BEGIN

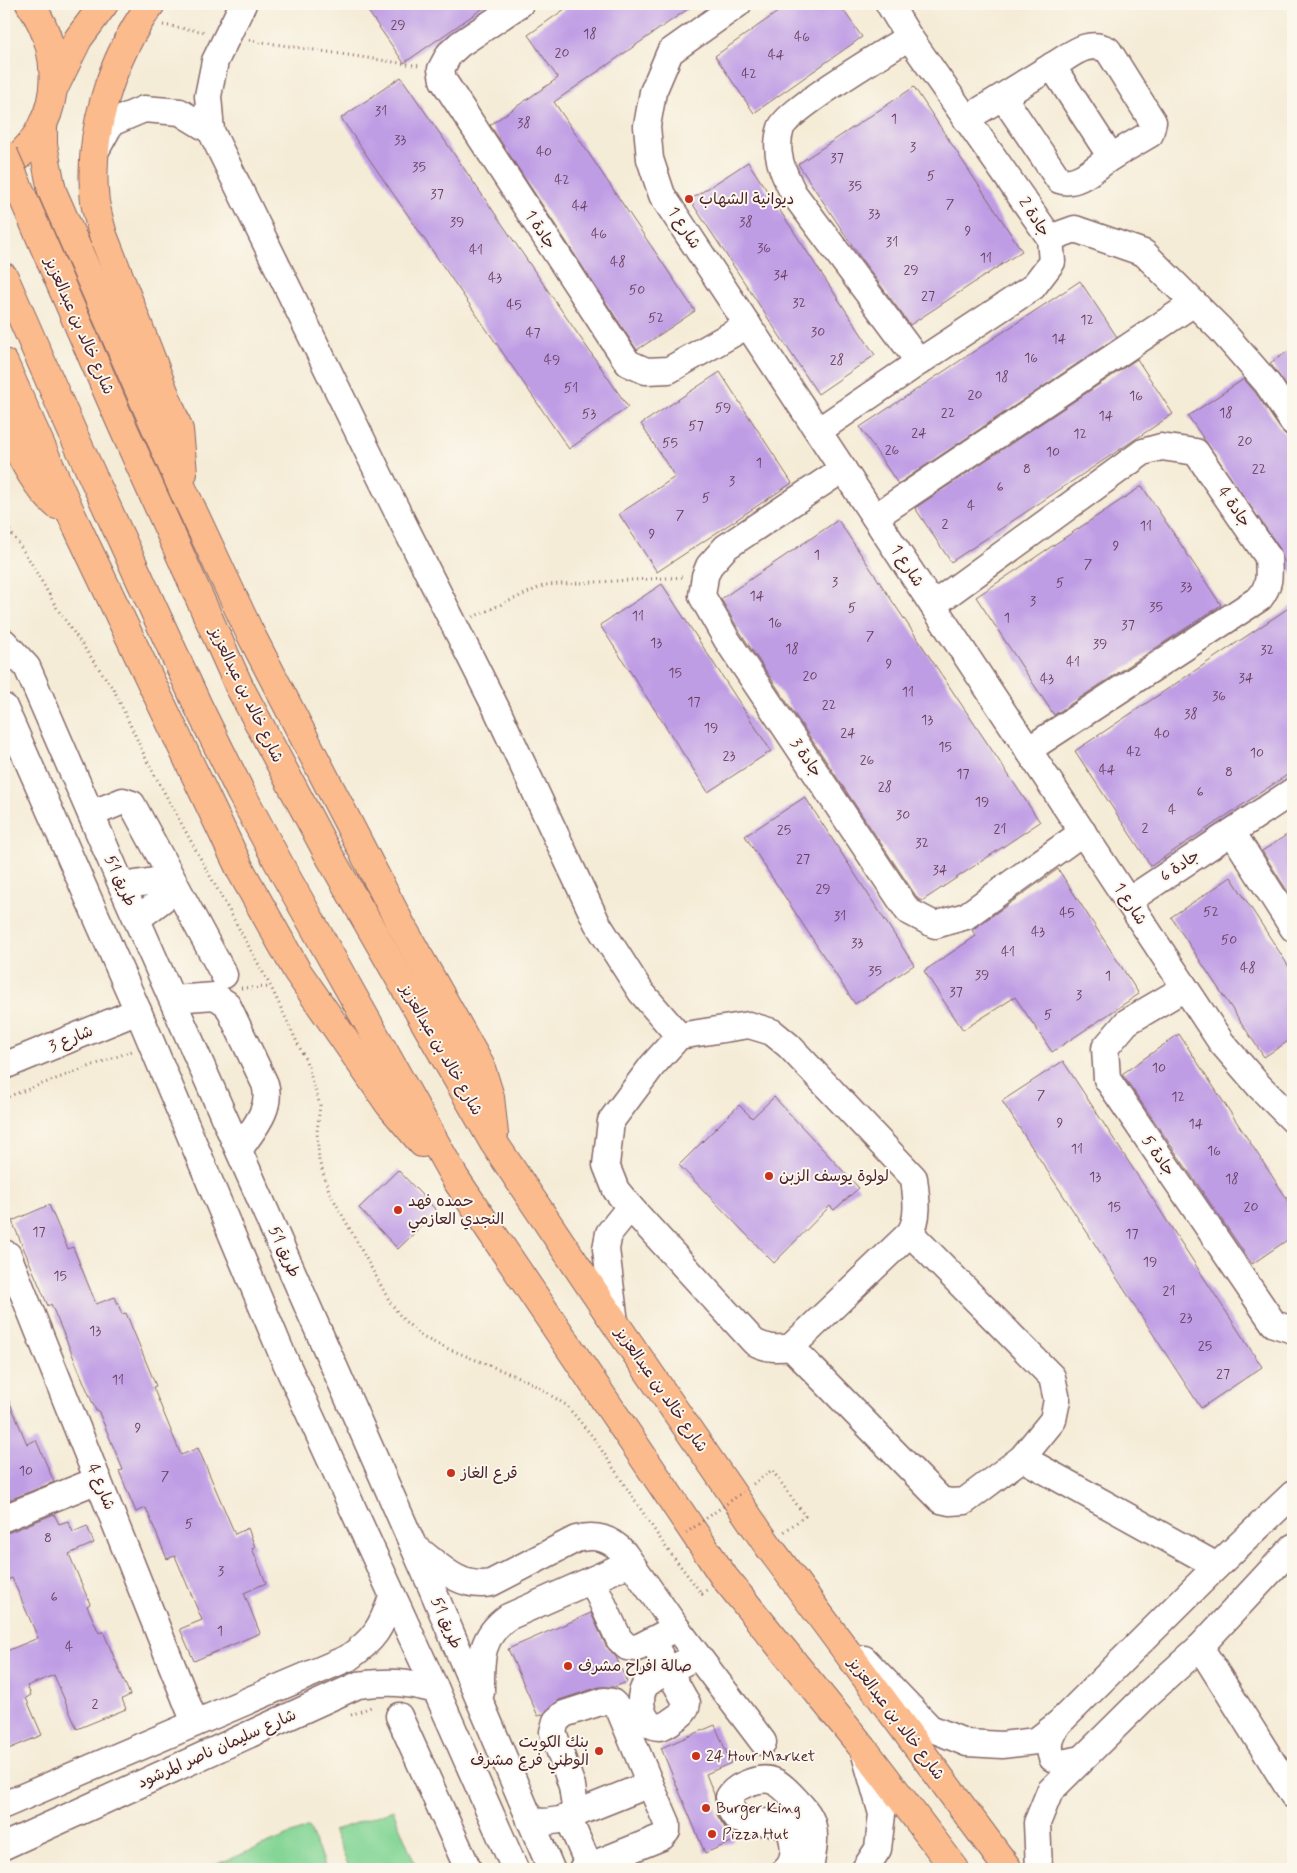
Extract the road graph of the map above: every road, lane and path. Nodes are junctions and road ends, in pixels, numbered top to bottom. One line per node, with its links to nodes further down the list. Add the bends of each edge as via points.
1 (30, 4): 12 (main road, via 47,33 55,70)
2 (104, 4): 12 (main road, via 78,39)
3 (243, 4): 8 (street)
4 (520, 4): 11 (street, via 460,44)
5 (738, 4): 26 (street, شارع 1, via 670,52 653,92 647,126 650,159 662,195)
6 (889, 4): 9 (street, جادة 2)
7 (145, 12): 8 (path); 20 (main road, via 114,71 105,97)
8 (227, 36): 11 (path); 17 (street, via 214,62 208,96)
9 (909, 37): 14 (street, جادة 2); 28 (street, via 799,108 781,126 776,145 781,170 794,194)
10 (1052, 66): 13 (street); 21 (street); 21 (street, via 1085,47 1099,46 1108,50 1153,122 1150,134)
11 (441, 69): 26 (street, جادة 1, via 451,94 628,363 646,371 669,370)
12 (54, 88): 15 (main road)
13 (1003, 96): 14 (street); 16 (street)
14 (966, 118): 18 (street, جادة 2)
15 (43, 124): 22 (main road, via 22,153); 33 (main road, via 43,145 52,190)
16 (1024, 128): 18 (street); 21 (street, via 1059,180 1076,180)
17 (211, 131): 20 (street, via 180,112 144,109 111,123); 39 (street)
18 (988, 149): 23 (street, جادة 2)
19 (4, 154): 62 (main road, شارع خالد بن عبدالعزيز, bridge, via 120,423 239,686 326,850)
20 (94, 155): 33 (main road, via 95,202 103,235 179,430)
21 (1111, 157)
22 (4, 167)
23 (1050, 238): 25 (street, via 1075,229 1144,253); 28 (street, جادة 2, via 1052,262 1033,287)
24 (4, 276): 64 (main road, via 75,438 241,793)
25 (1194, 303): 29 (street, via 1267,383); 34 (street)
26 (748, 325): 31 (street, شارع 1)
27 (4, 362): 35 (main road)
28 (919, 362): 31 (street, جادة 2)
29 (1293, 422)
30 (4, 424): 35 (main road, via 28,469 50,499)
31 (818, 431): 32 (street, شارع 1)
32 (843, 469): 34 (street, شارع 1); 37 (street, via 726,547 709,566)
33 (183, 490): 62 (main road, via 258,649 400,923 480,1065 490,1096)
34 (875, 517): 38 (street, شارع 1)
35 (74, 520): 64 (main road, via 241,872 298,971 406,1126)
36 (4, 522): 87 (path, via 58,610 114,690 147,761 271,987 306,1061 320,1105 317,1132 319,1161 329,1190 390,1302 422,1337 528,1381 566,1405 593,1437 665,1546)
37 (705, 576): 39 (path, via 545,585); 46 (street, جادة 3, via 702,596 727,640 908,912 935,925 966,916)
38 (933, 605): 42 (street, شارع 1); 42 (street, جادة 4, via 1143,452 1161,447 1196,452 1268,557 1267,588 1260,598)
39 (454, 625): 57 (street, via 597,923 641,992)
40 (4, 642): 44 (street, طريق 51, via 27,667)
41 (4, 707): 45 (street)
42 (1028, 750): 46 (street, شارع 1)
43 (1293, 791): 47 (street, جادة 6)
44 (86, 803): 45 (street); 48 (street, via 123,801 132,804); 49 (street, طريق 51)
45 (48, 807): 56 (street)
46 (1083, 832): 50 (street, شارع 1)
47 (1232, 832): 50 (street, جادة 6); 52 (street)
48 (175, 885): 49 (street, via 161,880); 51 (street, via 166,897); 53 (street)
49 (122, 886): 51 (street, طريق 51)
50 (1128, 901): 54 (street, شارع 1)
51 (137, 918): 55 (street, طريق 51)
52 (1293, 928)
53 (224, 975)
54 (1185, 988): 61 (street, شارع 1, via 1221,1042); 73 (street, جادة 5, via 1126,1022 1105,1048 1107,1079 1274,1324)
55 (173, 999): 63 (street, طريق 51); 63 (street, via 214,996 222,999 265,1084 268,1091 266,1106)
56 (138, 1011): 58 (street); 59 (street, شارع 3)
57 (680, 1036): 65 (street, via 652,1066 611,1121 606,1166 616,1190); 66 (street, via 749,1025 778,1037 914,1178 917,1201)
58 (151, 1043): 60 (path); 69 (street)
59 (4, 1066)
60 (4, 1098)
61 (1293, 1120)
62 (494, 1143): 72 (main road, شارع خالد بن عبدالعزيز)
63 (239, 1150): 68 (street, طريق 51)
64 (455, 1178): 103 (main road, via 724,1577)
65 (630, 1207): 72 (street, via 609,1233 606,1249); 74 (street, via 754,1342 765,1348)
66 (910, 1233): 74 (street); 75 (street, via 1052,1377 1056,1400 1053,1420)
67 (4, 1253): 76 (street, شارع 4, via 8,1255)
68 (290, 1266): 69 (street); 70 (street, طريق 51)
69 (253, 1283): 71 (street)
70 (305, 1299): 71 (street); 81 (street, طريق 51)
71 (266, 1316): 88 (street)
72 (615, 1323): 89 (main road, شارع خالد بن عبدالعزيز)
73 (1293, 1330)
74 (791, 1347): 75 (street, via 941,1500 965,1501)
75 (1022, 1458): 84 (street)
76 (98, 1480): 79 (street); 100 (street, شارع 4)
77 (1293, 1494): 84 (street)
78 (805, 1516): 80 (path, bridge, via 772,1470)
79 (4, 1518)
80 (686, 1533)
81 (413, 1546): 86 (street, via 461,1581 478,1586); 98 (street, طريق 51)
82 (1293, 1547): 93 (street)
83 (630, 1563): 85 (street); 86 (street, via 612,1542 586,1536 576,1538); 91 (street)
84 (1217, 1566): 101 (street)
85 (592, 1580): 90 (street); 92 (street, via 622,1644 632,1649)
86 (491, 1583): 90 (street, via 492,1604)
87 (702, 1594)
88 (392, 1597): 95 (street, شارع سليمان ناصر المرشود, via 383,1622 373,1637); 97 (street)
89 (810, 1603): 101 (street, via 930,1728 967,1743 1002,1745 1036,1741); 121 (main road, شارع خالد بن عبدالعزيز)
90 (508, 1617): 98 (street, via 490,1634 484,1646)
91 (676, 1627): 92 (street); 94 (street)
92 (652, 1641): 94 (street, via 669,1671)
93 (1200, 1647): 104 (street); 107 (street)
94 (697, 1656): 102 (street)
95 (348, 1658): 96 (street); 100 (street, شارع سليمان ناصر المرشود)
96 (358, 1685): 97 (street, شارع سليمان ناصر المرشود, via 408,1683); 112 (street, شارع سليمان ناصر المرشود)
97 (436, 1690): 106 (street)
98 (480, 1703): 111 (street, طريق 51)
99 (399, 1716): 109 (street)
100 (195, 1723): 108 (street, شارع سليمان ناصر المرشود)
101 (1058, 1724): 104 (street, via 1050,1739 1052,1758 1061,1763)
102 (763, 1742)
103 (863, 1748): 119 (street, via 882,1814 878,1849); 120 (main road)
104 (1082, 1759): 122 (street, via 1050,1791 1037,1823)
105 (650, 1784): 110 (street); 110 (street, via 619,1709 612,1702 604,1701 564,1714 556,1721 553,1732 572,1786); 113 (street, via 667,1823 667,1831 662,1837)
106 (479, 1786): 109 (street); 115 (street)
107 (1293, 1795)
108 (4, 1804)
109 (440, 1804): 114 (street)
110 (572, 1816): 111 (street, via 545,1822); 113 (street)
111 (530, 1821): 116 (street, طريق 51)
112 (4, 1846)
113 (586, 1868)
114 (468, 1869)
115 (516, 1869)
116 (551, 1869)
117 (786, 1869): 118 (street, via 794,1854 794,1840 788,1826 737,1819 729,1797 734,1789 762,1778 786,1789 809,1815 813,1827)
118 (810, 1869)
119 (865, 1869)
120 (955, 1869)
121 (1008, 1869)
122 (1039, 1869)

END

### WHAT THIS TASK INVOLVES
For this exercise, output the records exactly but omit their pictures.

### EXERCISE SOLUTION
Extract the road graph of the map above: every road, lane and path. Nodes are junctions and road ends, in pixels, numbered top to bottom. One line per node, with its links to nodes further down the list. Add the bends of each edge as via points.
1 (30, 4): 12 (main road, via 47,33 55,70)
2 (104, 4): 12 (main road, via 78,39)
3 (243, 4): 8 (street)
4 (520, 4): 11 (street, via 460,44)
5 (738, 4): 26 (street, شارع 1, via 670,52 653,92 647,126 650,159 662,195)
6 (889, 4): 9 (street, جادة 2)
7 (145, 12): 8 (path); 20 (main road, via 114,71 105,97)
8 (227, 36): 11 (path); 17 (street, via 214,62 208,96)
9 (909, 37): 14 (street, جادة 2); 28 (street, via 799,108 781,126 776,145 781,170 794,194)
10 (1052, 66): 13 (street); 21 (street); 21 (street, via 1085,47 1099,46 1108,50 1153,122 1150,134)
11 (441, 69): 26 (street, جادة 1, via 451,94 628,363 646,371 669,370)
12 (54, 88): 15 (main road)
13 (1003, 96): 14 (street); 16 (street)
14 (966, 118): 18 (street, جادة 2)
15 (43, 124): 22 (main road, via 22,153); 33 (main road, via 43,145 52,190)
16 (1024, 128): 18 (street); 21 (street, via 1059,180 1076,180)
17 (211, 131): 20 (street, via 180,112 144,109 111,123); 39 (street)
18 (988, 149): 23 (street, جادة 2)
19 (4, 154): 62 (main road, شارع خالد بن عبدالعزيز, bridge, via 120,423 239,686 326,850)
20 (94, 155): 33 (main road, via 95,202 103,235 179,430)
21 (1111, 157)
22 (4, 167)
23 (1050, 238): 25 (street, via 1075,229 1144,253); 28 (street, جادة 2, via 1052,262 1033,287)
24 (4, 276): 64 (main road, via 75,438 241,793)
25 (1194, 303): 29 (street, via 1267,383); 34 (street)
26 (748, 325): 31 (street, شارع 1)
27 (4, 362): 35 (main road)
28 (919, 362): 31 (street, جادة 2)
29 (1293, 422)
30 (4, 424): 35 (main road, via 28,469 50,499)
31 (818, 431): 32 (street, شارع 1)
32 (843, 469): 34 (street, شارع 1); 37 (street, via 726,547 709,566)
33 (183, 490): 62 (main road, via 258,649 400,923 480,1065 490,1096)
34 (875, 517): 38 (street, شارع 1)
35 (74, 520): 64 (main road, via 241,872 298,971 406,1126)
36 (4, 522): 87 (path, via 58,610 114,690 147,761 271,987 306,1061 320,1105 317,1132 319,1161 329,1190 390,1302 422,1337 528,1381 566,1405 593,1437 665,1546)
37 (705, 576): 39 (path, via 545,585); 46 (street, جادة 3, via 702,596 727,640 908,912 935,925 966,916)
38 (933, 605): 42 (street, شارع 1); 42 (street, جادة 4, via 1143,452 1161,447 1196,452 1268,557 1267,588 1260,598)
39 (454, 625): 57 (street, via 597,923 641,992)
40 (4, 642): 44 (street, طريق 51, via 27,667)
41 (4, 707): 45 (street)
42 (1028, 750): 46 (street, شارع 1)
43 (1293, 791): 47 (street, جادة 6)
44 (86, 803): 45 (street); 48 (street, via 123,801 132,804); 49 (street, طريق 51)
45 (48, 807): 56 (street)
46 (1083, 832): 50 (street, شارع 1)
47 (1232, 832): 50 (street, جادة 6); 52 (street)
48 (175, 885): 49 (street, via 161,880); 51 (street, via 166,897); 53 (street)
49 (122, 886): 51 (street, طريق 51)
50 (1128, 901): 54 (street, شارع 1)
51 (137, 918): 55 (street, طريق 51)
52 (1293, 928)
53 (224, 975)
54 (1185, 988): 61 (street, شارع 1, via 1221,1042); 73 (street, جادة 5, via 1126,1022 1105,1048 1107,1079 1274,1324)
55 (173, 999): 63 (street, طريق 51); 63 (street, via 214,996 222,999 265,1084 268,1091 266,1106)
56 (138, 1011): 58 (street); 59 (street, شارع 3)
57 (680, 1036): 65 (street, via 652,1066 611,1121 606,1166 616,1190); 66 (street, via 749,1025 778,1037 914,1178 917,1201)
58 (151, 1043): 60 (path); 69 (street)
59 (4, 1066)
60 (4, 1098)
61 (1293, 1120)
62 (494, 1143): 72 (main road, شارع خالد بن عبدالعزيز)
63 (239, 1150): 68 (street, طريق 51)
64 (455, 1178): 103 (main road, via 724,1577)
65 (630, 1207): 72 (street, via 609,1233 606,1249); 74 (street, via 754,1342 765,1348)
66 (910, 1233): 74 (street); 75 (street, via 1052,1377 1056,1400 1053,1420)
67 (4, 1253): 76 (street, شارع 4, via 8,1255)
68 (290, 1266): 69 (street); 70 (street, طريق 51)
69 (253, 1283): 71 (street)
70 (305, 1299): 71 (street); 81 (street, طريق 51)
71 (266, 1316): 88 (street)
72 (615, 1323): 89 (main road, شارع خالد بن عبدالعزيز)
73 (1293, 1330)
74 (791, 1347): 75 (street, via 941,1500 965,1501)
75 (1022, 1458): 84 (street)
76 (98, 1480): 79 (street); 100 (street, شارع 4)
77 (1293, 1494): 84 (street)
78 (805, 1516): 80 (path, bridge, via 772,1470)
79 (4, 1518)
80 (686, 1533)
81 (413, 1546): 86 (street, via 461,1581 478,1586); 98 (street, طريق 51)
82 (1293, 1547): 93 (street)
83 (630, 1563): 85 (street); 86 (street, via 612,1542 586,1536 576,1538); 91 (street)
84 (1217, 1566): 101 (street)
85 (592, 1580): 90 (street); 92 (street, via 622,1644 632,1649)
86 (491, 1583): 90 (street, via 492,1604)
87 (702, 1594)
88 (392, 1597): 95 (street, شارع سليمان ناصر المرشود, via 383,1622 373,1637); 97 (street)
89 (810, 1603): 101 (street, via 930,1728 967,1743 1002,1745 1036,1741); 121 (main road, شارع خالد بن عبدالعزيز)
90 (508, 1617): 98 (street, via 490,1634 484,1646)
91 (676, 1627): 92 (street); 94 (street)
92 (652, 1641): 94 (street, via 669,1671)
93 (1200, 1647): 104 (street); 107 (street)
94 (697, 1656): 102 (street)
95 (348, 1658): 96 (street); 100 (street, شارع سليمان ناصر المرشود)
96 (358, 1685): 97 (street, شارع سليمان ناصر المرشود, via 408,1683); 112 (street, شارع سليمان ناصر المرشود)
97 (436, 1690): 106 (street)
98 (480, 1703): 111 (street, طريق 51)
99 (399, 1716): 109 (street)
100 (195, 1723): 108 (street, شارع سليمان ناصر المرشود)
101 (1058, 1724): 104 (street, via 1050,1739 1052,1758 1061,1763)
102 (763, 1742)
103 (863, 1748): 119 (street, via 882,1814 878,1849); 120 (main road)
104 (1082, 1759): 122 (street, via 1050,1791 1037,1823)
105 (650, 1784): 110 (street); 110 (street, via 619,1709 612,1702 604,1701 564,1714 556,1721 553,1732 572,1786); 113 (street, via 667,1823 667,1831 662,1837)
106 (479, 1786): 109 (street); 115 (street)
107 (1293, 1795)
108 (4, 1804)
109 (440, 1804): 114 (street)
110 (572, 1816): 111 (street, via 545,1822); 113 (street)
111 (530, 1821): 116 (street, طريق 51)
112 (4, 1846)
113 (586, 1868)
114 (468, 1869)
115 (516, 1869)
116 (551, 1869)
117 (786, 1869): 118 (street, via 794,1854 794,1840 788,1826 737,1819 729,1797 734,1789 762,1778 786,1789 809,1815 813,1827)
118 (810, 1869)
119 (865, 1869)
120 (955, 1869)
121 (1008, 1869)
122 (1039, 1869)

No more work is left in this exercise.